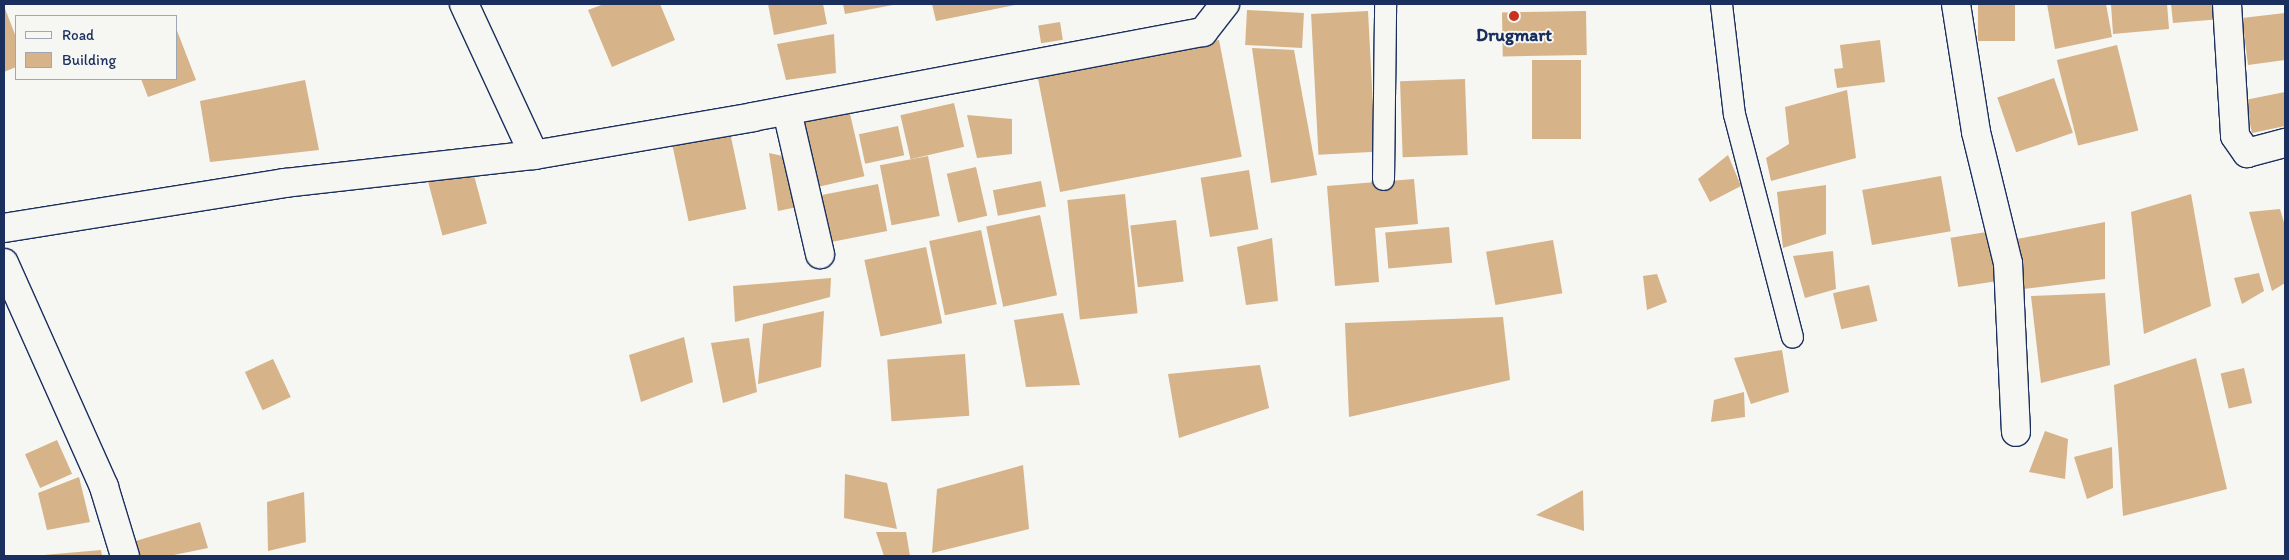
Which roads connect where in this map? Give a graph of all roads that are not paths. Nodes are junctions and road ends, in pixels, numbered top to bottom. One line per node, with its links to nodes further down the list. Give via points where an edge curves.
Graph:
1 (464, 4): 9 (street)
2 (1225, 4): 7 (street, via 1203,32)
3 (1385, 4): 10 (lane)
4 (1721, 4): 14 (lane, via 1734,114)
5 (1956, 4): 15 (street, via 1976,132 2008,263)
6 (2227, 4): 8 (street, via 2234,136 2247,153)
7 (787, 111): 9 (street); 12 (street)
8 (2285, 142)
9 (534, 155): 11 (street, via 284,183)
10 (1383, 179)
11 (4, 228)
12 (820, 254)
13 (4, 263): 16 (street, via 104,488)
14 (1792, 337)
15 (2016, 432)
16 (125, 556)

TASK OBJECTIVE>
Each entry is to be output exactly, and no picture is to appear.

PROBLEM SOLUTION>
Which roads connect where in this map? Give a graph of all roads that are not paths. Nodes are junctions and road ends, in pixels, numbered top to bottom. One line per node, with its links to nodes further down the list. Give via points where an edge curves.
Graph:
1 (464, 4): 9 (street)
2 (1225, 4): 7 (street, via 1203,32)
3 (1385, 4): 10 (lane)
4 (1721, 4): 14 (lane, via 1734,114)
5 (1956, 4): 15 (street, via 1976,132 2008,263)
6 (2227, 4): 8 (street, via 2234,136 2247,153)
7 (787, 111): 9 (street); 12 (street)
8 (2285, 142)
9 (534, 155): 11 (street, via 284,183)
10 (1383, 179)
11 (4, 228)
12 (820, 254)
13 (4, 263): 16 (street, via 104,488)
14 (1792, 337)
15 (2016, 432)
16 (125, 556)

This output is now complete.